Your instructions :: Output everything in the data exactly, leaving the pictures out.

::::::::::

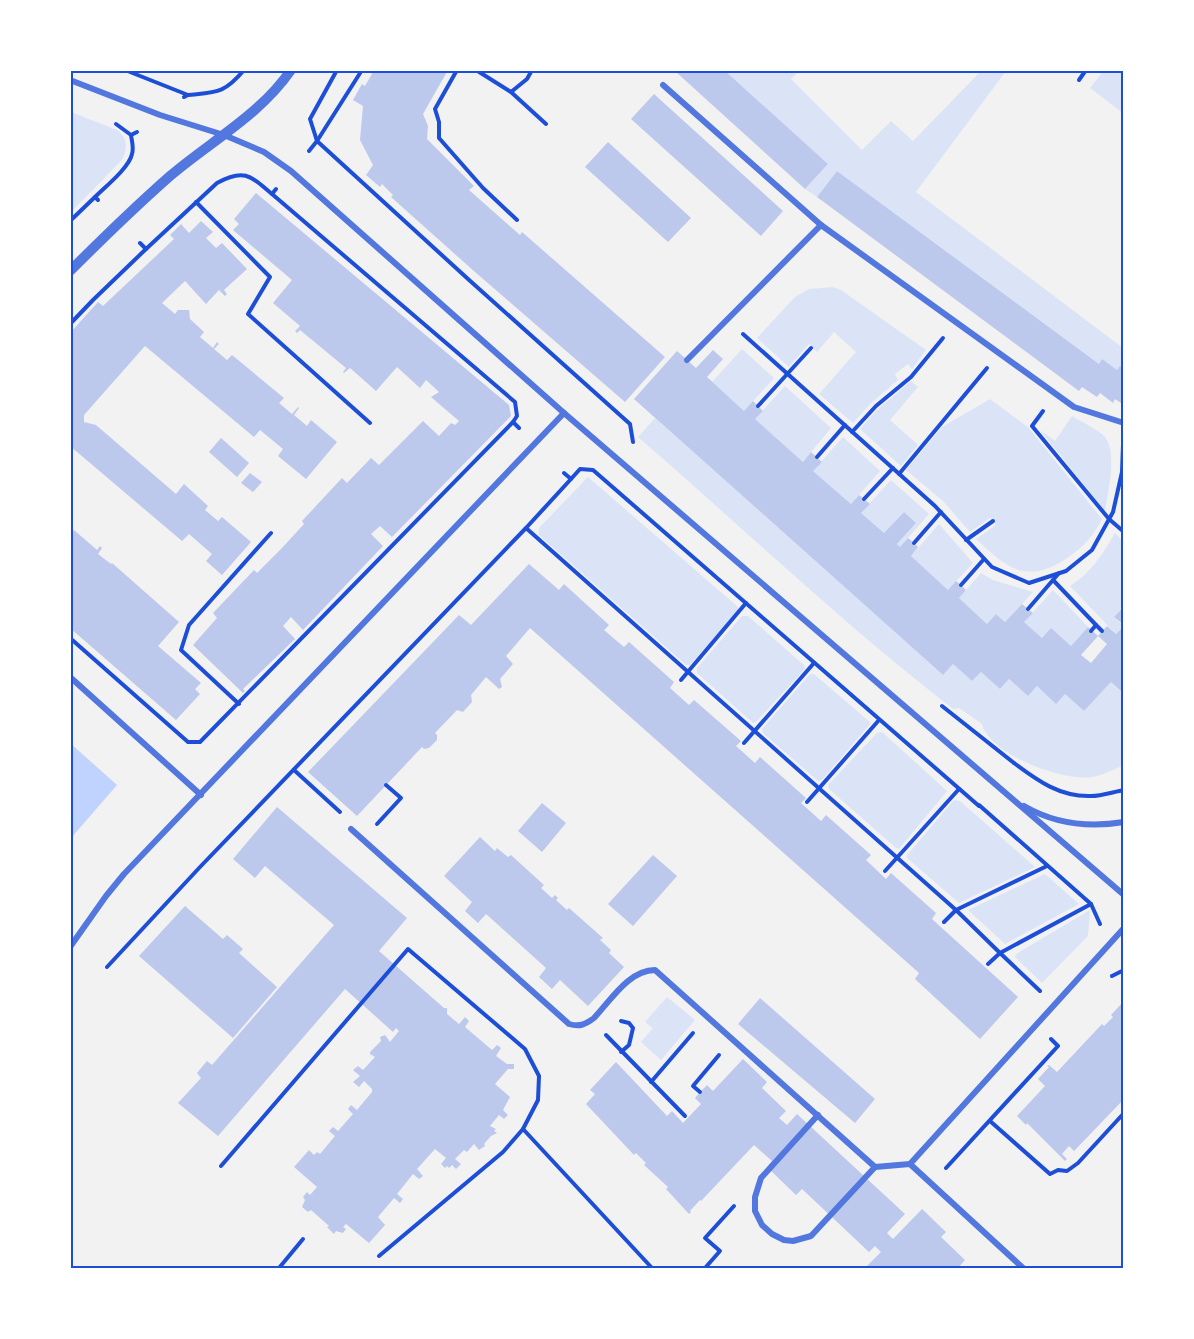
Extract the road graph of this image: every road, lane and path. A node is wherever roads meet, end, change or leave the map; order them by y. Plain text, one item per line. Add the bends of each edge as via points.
1 (125, 70) edge
2 (244, 70) edge
3 (291, 70) edge
4 (337, 70) edge
5 (362, 70) edge
6 (458, 70) edge
7 (476, 70) edge
8 (532, 70) edge
9 (1086, 70) edge
10 (70, 80) edge
11 (1079, 80) dead end
12 (663, 85) dead end
13 (511, 92) junction
14 (107, 119) dead end
15 (546, 124) dead end
16 (137, 132) dead end
17 (131, 135) junction
18 (224, 135) junction
19 (317, 141) junction
20 (309, 151) dead end
21 (276, 189) dead end
22 (272, 194) junction
23 (196, 202) junction
24 (517, 220) dead end
25 (70, 221) edge
26 (821, 225) junction
27 (140, 243) dead end
28 (147, 249) junction
29 (70, 271) edge
30 (727, 320) junction
31 (956, 322) junction
32 (70, 324) edge
33 (811, 348) dead end
34 (999, 353) junction
35 (687, 360) dead end
36 (788, 374) junction
37 (1056, 394) junction
38 (758, 406) dead end
39 (564, 412) junction
40 (513, 422) junction
41 (370, 423) dead end
42 (1124, 423) edge
43 (845, 425) junction
44 (522, 431) dead end
45 (852, 432) junction
46 (1124, 436) edge
47 (640, 448) dead end
48 (817, 458) dead end
49 (893, 468) junction
50 (564, 473) dead end
51 (899, 474) junction
52 (1122, 478) edge
53 (571, 479) junction
54 (864, 499) dead end
55 (941, 512) junction
56 (1109, 519) junction
57 (993, 521) dead end
58 (526, 528) junction
59 (1124, 532) edge
60 (271, 533) dead end
61 (966, 540) junction
62 (914, 543) dead end
63 (984, 559) junction
64 (1059, 573) junction
65 (1053, 580) junction
66 (961, 585) dead end
67 (746, 603) junction
68 (1028, 609) dead end
69 (1096, 626) junction
70 (1091, 631) dead end
71 (1102, 631) dead end
72 (70, 638) edge
73 (814, 663) junction
74 (688, 671) junction
75 (70, 677) edge
76 (681, 680) dead end
77 (239, 704) junction
78 (941, 705) dead end
79 (879, 720) junction
80 (754, 731) junction
81 (744, 744) dead end
82 (294, 770) junction
83 (386, 784) dead end
84 (820, 788) junction
85 (959, 789) junction
86 (1124, 790) edge
87 (201, 795) junction
88 (1008, 797) junction
89 (983, 800) dead end
90 (807, 802) dead end
91 (979, 806) junction
92 (342, 814) dead end
93 (1124, 822) edge
94 (351, 829) dead end
95 (362, 840) junction
96 (897, 857) junction
97 (1047, 866) junction
98 (885, 871) dead end
99 (1124, 895) edge
100 (1091, 904) junction
101 (956, 910) junction
102 (944, 922) dead end
103 (1098, 922) junction
104 (1124, 928) edge
105 (1095, 931) dead end
106 (1115, 937) junction
107 (70, 947) edge
108 (1000, 953) junction
109 (988, 964) dead end
110 (107, 967) dead end
111 (1124, 970) edge
112 (1105, 982) dead end
113 (1048, 984) dead end
114 (708, 1016) junction
115 (592, 1020) junction
116 (1058, 1030) dead end
117 (603, 1032) junction
118 (734, 1040) junction
119 (621, 1052) junction
120 (651, 1082) junction
121 (699, 1092) dead end
122 (1124, 1113) edge
123 (818, 1114) junction
124 (685, 1116) dead end
125 (990, 1121) junction
126 (523, 1129) junction
127 (910, 1164) junction
128 (221, 1166) dead end
129 (875, 1167) junction
130 (932, 1184) junction
131 (755, 1197) junction
132 (303, 1239) dead end
133 (379, 1256) dead end
134 (279, 1269) edge
135 (652, 1269) edge
136 (705, 1269) edge
137 (1023, 1269) edge

1 - 2 path via 185,96 219,92
3 - 18 street via 266,99
4 - 19 path via 310,119
5 - 19 path
6 - 24 path via 435,110 439,138
7 - 13 path
8 - 13 path
9 - 11 path
10 - 18 street
12 - 26 street
13 - 15 path
14 - 17 path
16 - 17 path
17 - 25 path via 132,157 97,199
18 - 29 street via 172,175
18 - 39 street via 264,152 291,171
19 - 20 path
19 - 47 path via 630,424 632,441
21 - 22 path
22 - 23 path via 241,174 229,176
22 - 40 path via 515,402 517,416
23 - 28 path
23 - 41 path via 270,277 248,314
26 - 30 street
26 - 31 street
27 - 28 path
28 - 32 path
30 - 35 street
30 - 36 path
31 - 34 street
31 - 45 path via 911,376
33 - 36 path
34 - 37 street
34 - 51 path
36 - 38 path
36 - 43 path
37 - 42 street via 1074,407
37 - 56 path via 1032,426
39 - 87 street
39 - 88 street
40 - 44 path
40 - 77 path
43 - 45 path
43 - 48 path
45 - 49 path
46 - 52 path
49 - 51 path
49 - 54 path
50 - 53 path
51 - 55 path
52 - 56 path
53 - 58 path
53 - 67 path via 580,469 593,470
55 - 61 path
55 - 62 path
56 - 59 path
56 - 64 path via 1092,550
57 - 61 path
58 - 74 path
58 - 82 path
60 - 77 path via 189,625 181,650
61 - 63 path
63 - 64 path via 992,567 1029,584
63 - 66 path
64 - 65 path
65 - 68 path
65 - 69 path
67 - 73 path
67 - 74 path
69 - 70 path
69 - 71 path
72 - 77 path via 188,742 200,742
73 - 79 path
73 - 80 path
74 - 76 path
74 - 80 path
75 - 87 street
78 - 86 path via 1012,765 1064,794 1091,796
79 - 84 path
79 - 85 path
80 - 81 path
80 - 84 path
82 - 92 path
82 - 110 path
83 - 95 path via 401,798
84 - 90 path
84 - 96 path
85 - 91 path
85 - 96 path
87 - 107 street via 105,896
88 - 93 street via 1055,820 1087,825
88 - 99 street
89 - 91 path
91 - 97 path
94 - 95 street
95 - 115 street via 569,1024 577,1027
96 - 98 path
96 - 101 path
97 - 100 path
97 - 101 path
100 - 103 path
100 - 108 path
101 - 102 path
101 - 108 path
103 - 105 path
103 - 106 path
104 - 106 street
106 - 127 street
108 - 109 path
108 - 113 path via 1041,992
111 - 112 path
114 - 115 street via 655,970 644,970 633,976
114 - 118 street
114 - 120 path
115 - 117 path
116 - 125 path via 1050,1039 1058,1047
117 - 119 path
117 - 119 path via 615,1022 629,1023 632,1038
118 - 121 path via 693,1086
118 - 123 street
119 - 120 path
120 - 124 path
122 - 125 path via 1078,1162 1067,1171 1050,1174
123 - 129 street
123 - 131 street via 766,1170
125 - 130 path
126 - 128 path via 538,1100 539,1076 525,1049 408,949
126 - 133 path via 503,1152
126 - 135 path
127 - 129 street
127 - 130 street
129 - 131 street via 803,1240 784,1240 772,1234 755,1211
130 - 137 street
131 - 136 path via 744,1196 705,1238 720,1251
132 - 134 path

::::::::::

Answer below ::
Extract the road graph of this image: every road, lane and path. A node is wherever roads meet, end, change or leave the map; order them by y. Plain text, one item per line. Add the bends of each edge as via points.
1 (125, 70) edge
2 (244, 70) edge
3 (291, 70) edge
4 (337, 70) edge
5 (362, 70) edge
6 (458, 70) edge
7 (476, 70) edge
8 (532, 70) edge
9 (1086, 70) edge
10 (70, 80) edge
11 (1079, 80) dead end
12 (663, 85) dead end
13 (511, 92) junction
14 (107, 119) dead end
15 (546, 124) dead end
16 (137, 132) dead end
17 (131, 135) junction
18 (224, 135) junction
19 (317, 141) junction
20 (309, 151) dead end
21 (276, 189) dead end
22 (272, 194) junction
23 (196, 202) junction
24 (517, 220) dead end
25 (70, 221) edge
26 (821, 225) junction
27 (140, 243) dead end
28 (147, 249) junction
29 (70, 271) edge
30 (727, 320) junction
31 (956, 322) junction
32 (70, 324) edge
33 (811, 348) dead end
34 (999, 353) junction
35 (687, 360) dead end
36 (788, 374) junction
37 (1056, 394) junction
38 (758, 406) dead end
39 (564, 412) junction
40 (513, 422) junction
41 (370, 423) dead end
42 (1124, 423) edge
43 (845, 425) junction
44 (522, 431) dead end
45 (852, 432) junction
46 (1124, 436) edge
47 (640, 448) dead end
48 (817, 458) dead end
49 (893, 468) junction
50 (564, 473) dead end
51 (899, 474) junction
52 (1122, 478) edge
53 (571, 479) junction
54 (864, 499) dead end
55 (941, 512) junction
56 (1109, 519) junction
57 (993, 521) dead end
58 (526, 528) junction
59 (1124, 532) edge
60 (271, 533) dead end
61 (966, 540) junction
62 (914, 543) dead end
63 (984, 559) junction
64 (1059, 573) junction
65 (1053, 580) junction
66 (961, 585) dead end
67 (746, 603) junction
68 (1028, 609) dead end
69 (1096, 626) junction
70 (1091, 631) dead end
71 (1102, 631) dead end
72 (70, 638) edge
73 (814, 663) junction
74 (688, 671) junction
75 (70, 677) edge
76 (681, 680) dead end
77 (239, 704) junction
78 (941, 705) dead end
79 (879, 720) junction
80 (754, 731) junction
81 (744, 744) dead end
82 (294, 770) junction
83 (386, 784) dead end
84 (820, 788) junction
85 (959, 789) junction
86 (1124, 790) edge
87 (201, 795) junction
88 (1008, 797) junction
89 (983, 800) dead end
90 (807, 802) dead end
91 (979, 806) junction
92 (342, 814) dead end
93 (1124, 822) edge
94 (351, 829) dead end
95 (362, 840) junction
96 (897, 857) junction
97 (1047, 866) junction
98 (885, 871) dead end
99 (1124, 895) edge
100 (1091, 904) junction
101 (956, 910) junction
102 (944, 922) dead end
103 (1098, 922) junction
104 (1124, 928) edge
105 (1095, 931) dead end
106 (1115, 937) junction
107 (70, 947) edge
108 (1000, 953) junction
109 (988, 964) dead end
110 (107, 967) dead end
111 (1124, 970) edge
112 (1105, 982) dead end
113 (1048, 984) dead end
114 (708, 1016) junction
115 (592, 1020) junction
116 (1058, 1030) dead end
117 (603, 1032) junction
118 (734, 1040) junction
119 (621, 1052) junction
120 (651, 1082) junction
121 (699, 1092) dead end
122 (1124, 1113) edge
123 (818, 1114) junction
124 (685, 1116) dead end
125 (990, 1121) junction
126 (523, 1129) junction
127 (910, 1164) junction
128 (221, 1166) dead end
129 (875, 1167) junction
130 (932, 1184) junction
131 (755, 1197) junction
132 (303, 1239) dead end
133 (379, 1256) dead end
134 (279, 1269) edge
135 (652, 1269) edge
136 (705, 1269) edge
137 (1023, 1269) edge

1 - 2 path via 185,96 219,92
3 - 18 street via 266,99
4 - 19 path via 310,119
5 - 19 path
6 - 24 path via 435,110 439,138
7 - 13 path
8 - 13 path
9 - 11 path
10 - 18 street
12 - 26 street
13 - 15 path
14 - 17 path
16 - 17 path
17 - 25 path via 132,157 97,199
18 - 29 street via 172,175
18 - 39 street via 264,152 291,171
19 - 20 path
19 - 47 path via 630,424 632,441
21 - 22 path
22 - 23 path via 241,174 229,176
22 - 40 path via 515,402 517,416
23 - 28 path
23 - 41 path via 270,277 248,314
26 - 30 street
26 - 31 street
27 - 28 path
28 - 32 path
30 - 35 street
30 - 36 path
31 - 34 street
31 - 45 path via 911,376
33 - 36 path
34 - 37 street
34 - 51 path
36 - 38 path
36 - 43 path
37 - 42 street via 1074,407
37 - 56 path via 1032,426
39 - 87 street
39 - 88 street
40 - 44 path
40 - 77 path
43 - 45 path
43 - 48 path
45 - 49 path
46 - 52 path
49 - 51 path
49 - 54 path
50 - 53 path
51 - 55 path
52 - 56 path
53 - 58 path
53 - 67 path via 580,469 593,470
55 - 61 path
55 - 62 path
56 - 59 path
56 - 64 path via 1092,550
57 - 61 path
58 - 74 path
58 - 82 path
60 - 77 path via 189,625 181,650
61 - 63 path
63 - 64 path via 992,567 1029,584
63 - 66 path
64 - 65 path
65 - 68 path
65 - 69 path
67 - 73 path
67 - 74 path
69 - 70 path
69 - 71 path
72 - 77 path via 188,742 200,742
73 - 79 path
73 - 80 path
74 - 76 path
74 - 80 path
75 - 87 street
78 - 86 path via 1012,765 1064,794 1091,796
79 - 84 path
79 - 85 path
80 - 81 path
80 - 84 path
82 - 92 path
82 - 110 path
83 - 95 path via 401,798
84 - 90 path
84 - 96 path
85 - 91 path
85 - 96 path
87 - 107 street via 105,896
88 - 93 street via 1055,820 1087,825
88 - 99 street
89 - 91 path
91 - 97 path
94 - 95 street
95 - 115 street via 569,1024 577,1027
96 - 98 path
96 - 101 path
97 - 100 path
97 - 101 path
100 - 103 path
100 - 108 path
101 - 102 path
101 - 108 path
103 - 105 path
103 - 106 path
104 - 106 street
106 - 127 street
108 - 109 path
108 - 113 path via 1041,992
111 - 112 path
114 - 115 street via 655,970 644,970 633,976
114 - 118 street
114 - 120 path
115 - 117 path
116 - 125 path via 1050,1039 1058,1047
117 - 119 path
117 - 119 path via 615,1022 629,1023 632,1038
118 - 121 path via 693,1086
118 - 123 street
119 - 120 path
120 - 124 path
122 - 125 path via 1078,1162 1067,1171 1050,1174
123 - 129 street
123 - 131 street via 766,1170
125 - 130 path
126 - 128 path via 538,1100 539,1076 525,1049 408,949
126 - 133 path via 503,1152
126 - 135 path
127 - 129 street
127 - 130 street
129 - 131 street via 803,1240 784,1240 772,1234 755,1211
130 - 137 street
131 - 136 path via 744,1196 705,1238 720,1251
132 - 134 path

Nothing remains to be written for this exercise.